TwitteR Loop Problems


#1

Hi Everyone,

We have a few problems in using a loop for retrieving tweets with TwitteR.
We are trying to search for all Tweets related to a Brand for one day. Our aim is to reach every single tweet of that day.
For this we are using the following code:

Search_Text = "_Name of the Brand_"

Day = "2016-11-13"
Next_Day = "2016-11-14"

Filename = paste0("Tweets_", Search_Text, "_of_", Day, ".RData")

New_Tweets = 1


while (length(New_Tweets) > 0)
{
 if (file.exists(Filename)) {
   
   load(Filename)
   
   Oldest_ID = tail(Tweets, n = 1) [[1]]$id
   
   New_Tweets = searchTwitteR(Search_Text, n=5000, lang = "en", maxID = Oldest_ID, since = Day, resultType = "recent", retryOnRateLimit = 1)
   
   New_Tweets[[1]] = NULL
   
   print(length(New_Tweets))
   
   print(head(New_Tweets, n=1)[[1]]$created)
   print(tail(New_Tweets, n=1)[[1]]$created)
   
   Tweets = append(Tweets, New_Tweets)
   
 } else { 
   
   Tweets = searchTwitteR(Search_Text, n = 5000, lang = "en", since = Day, until = Next_Day, resultType = "recent", retryOnRateLimit = 1)
   print(head(Tweets, n=1)[[1]]$created)
   print(tail(Tweets, n=1)[[1]]$created)
 }
  save(Tweets, file = Filename)
}

Unfortunately it isn’t working at all.
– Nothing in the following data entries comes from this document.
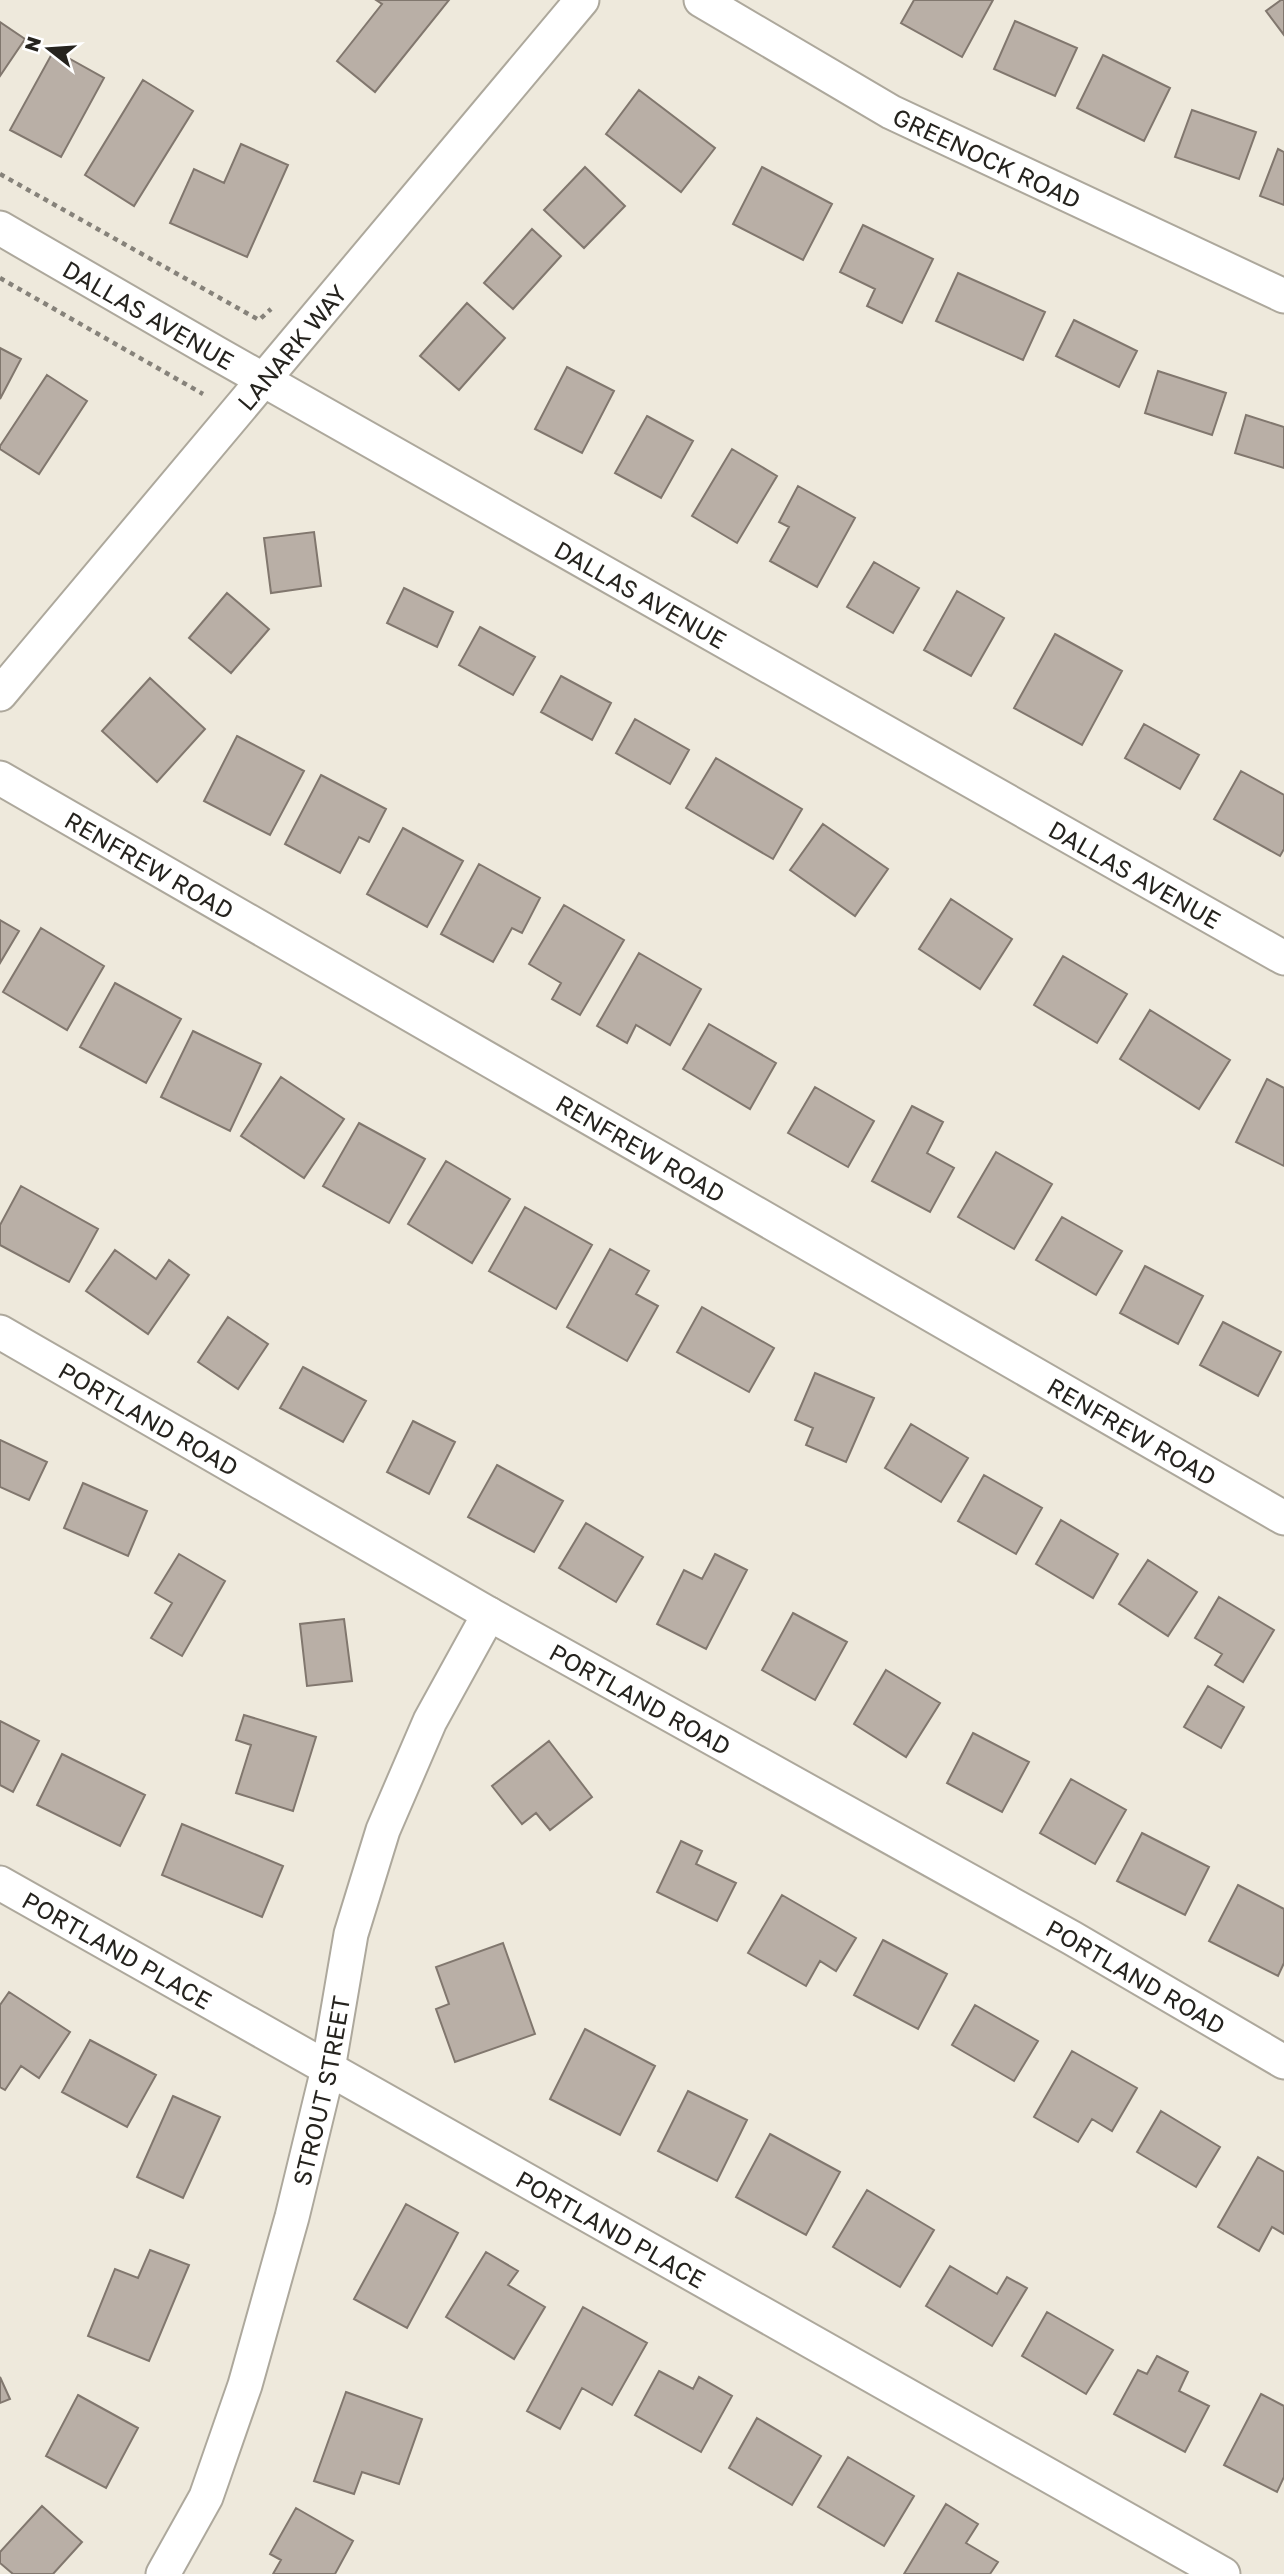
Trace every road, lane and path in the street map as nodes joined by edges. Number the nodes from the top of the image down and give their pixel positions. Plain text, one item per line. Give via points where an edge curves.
1 (582, 0) edge
2 (701, 0) edge
3 (0, 174) edge
4 (0, 228) edge
5 (0, 278) edge
6 (1284, 296) edge
7 (259, 320) dead end
8 (262, 379) junction
9 (234, 412) junction
10 (0, 694) edge
11 (0, 778) edge
12 (1284, 958) edge
13 (0, 1332) edge
14 (1284, 1518) edge
15 (489, 1614) junction
16 (0, 1883) edge
17 (1284, 2062) edge
18 (328, 2069) junction
19 (163, 2574) edge
20 (1223, 2574) edge

1 - 8 street, LANARK WAY
2 - 6 street, GREENOCK ROAD via 891,112
3 - 7 path
4 - 8 street, DALLAS AVENUE
5 - 9 path
8 - 9 street, LANARK WAY
8 - 12 street, DALLAS AVENUE
9 - 10 street, LANARK WAY
11 - 14 street, RENFREW ROAD
13 - 15 street, PORTLAND ROAD
15 - 17 street, PORTLAND ROAD via 1060,1931
15 - 18 street, STROUT STREET via 430,1721 383,1830 351,1934
16 - 18 street, PORTLAND PLACE
18 - 19 street, STROUT STREET via 245,2385 206,2497
18 - 20 street, PORTLAND PLACE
Following errors occur:

Error in head(New_Tweets, n = 1)[[1]] : subscript out of bounds

In addition: Warning messages:
1: In doRppAPICall(“search/tweets”, n, params = params, retryOnRateLimit
= retryOnRateLimit, :
5000 tweets were requested but the API can only return 614
2: In doRppAPICall(“search/tweets”, n, params = params, retryOnRateLimit
= retryOnRateLimit, :
5000 tweets were requested but the API can only return 1

Error in head(New_Tweets, n = 1)[[1]] : subscript out of bounds
In addition: Warning messages:
1: In doAPICall(cmd, params = params, method = method, retryCount =
retryCount, :
Rate limit encountered & retry limit reached - returning partial
results
2: In doAPICall(cmd, params = params, method = method, retryCount =
retryCount, :
Rate limit encountered & retry limit reached - returning partial
results

The problem is that it retrieves only Tweets of the half day for example. This occurs when we search for a Brand Name with around 10,000 Tweets a Day. With a Search Text with less Tweets (around 2000) it works.
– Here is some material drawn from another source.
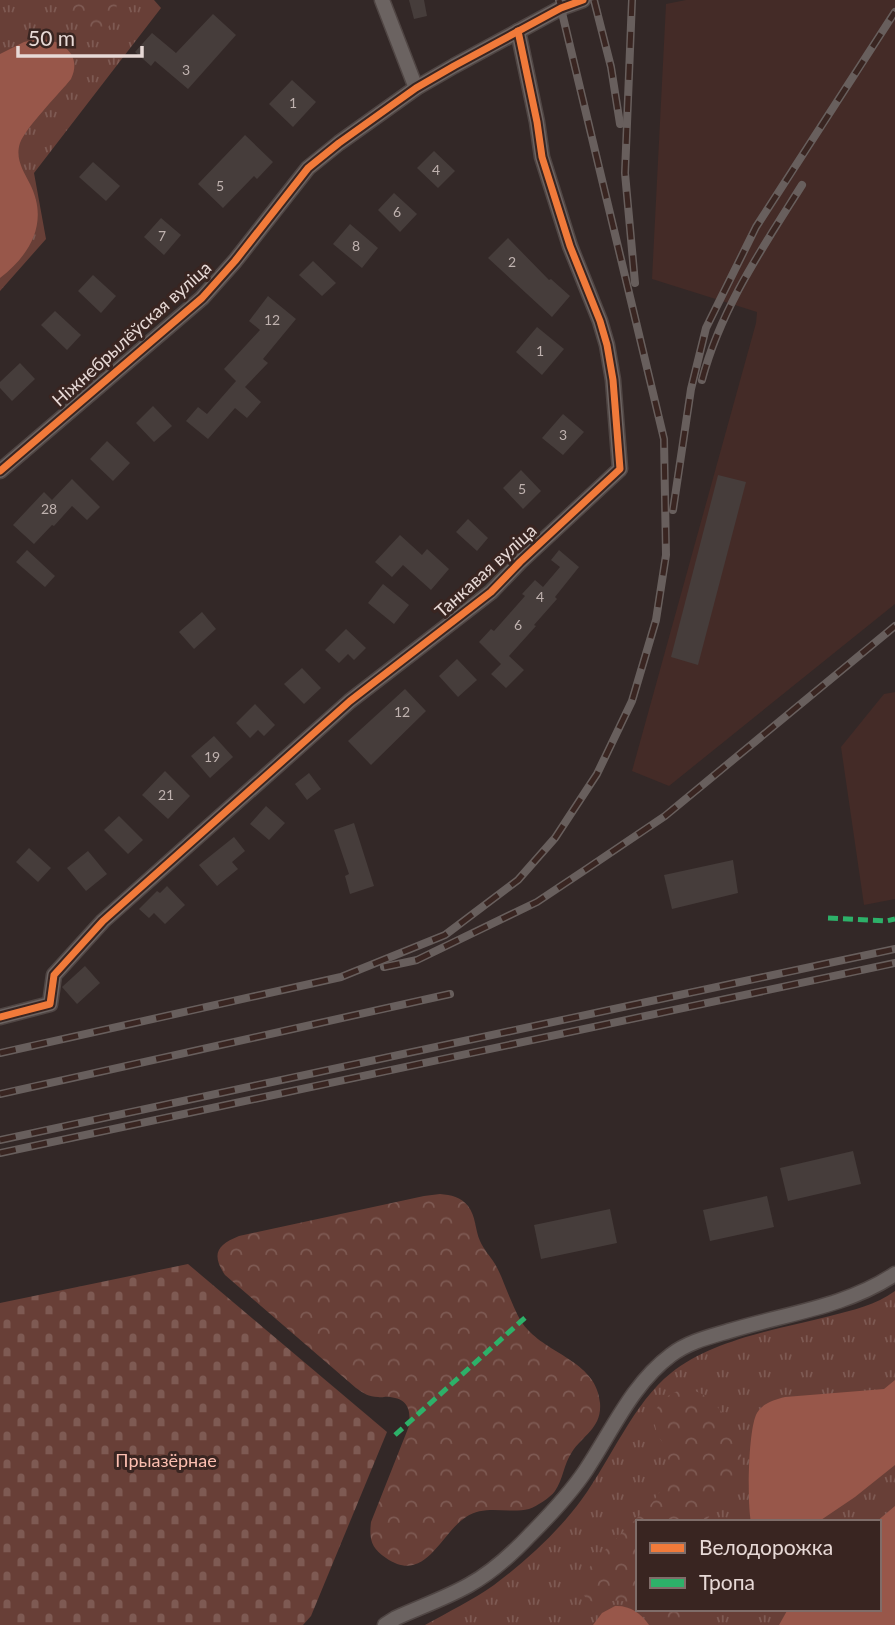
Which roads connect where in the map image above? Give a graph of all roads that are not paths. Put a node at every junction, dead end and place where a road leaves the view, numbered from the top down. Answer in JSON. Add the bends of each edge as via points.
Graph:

Do you think it’s because our laptop performance, the API restrictions or any mistake in the code?
We already changed the parameters n and retryonratelimit, but nothing helped.
We are total beginners in RStudio and would appreciate your help.

Thank you,
Kevin


#2

I’m not an expert in R so I’m only able to figure this out based on what I’m seeing in the error messages you’ve posted.

“subscript out of bounds” implies that you’re passing in a value that doesn’t match the expected parameter.

“Rate limit encountered & retry limit reached - returning partial results” suggests that you’re hitting the search/tweets rate limit.

Since you’re seeing this on high traffic terms I expect the fundamental problem is rate limiting.

You’d probably be better off using the streaming API to capture the data, instead of the search endpoint. I don’t have any information about how you would do that using R, but I’m sure the available libraries have documentation that could help.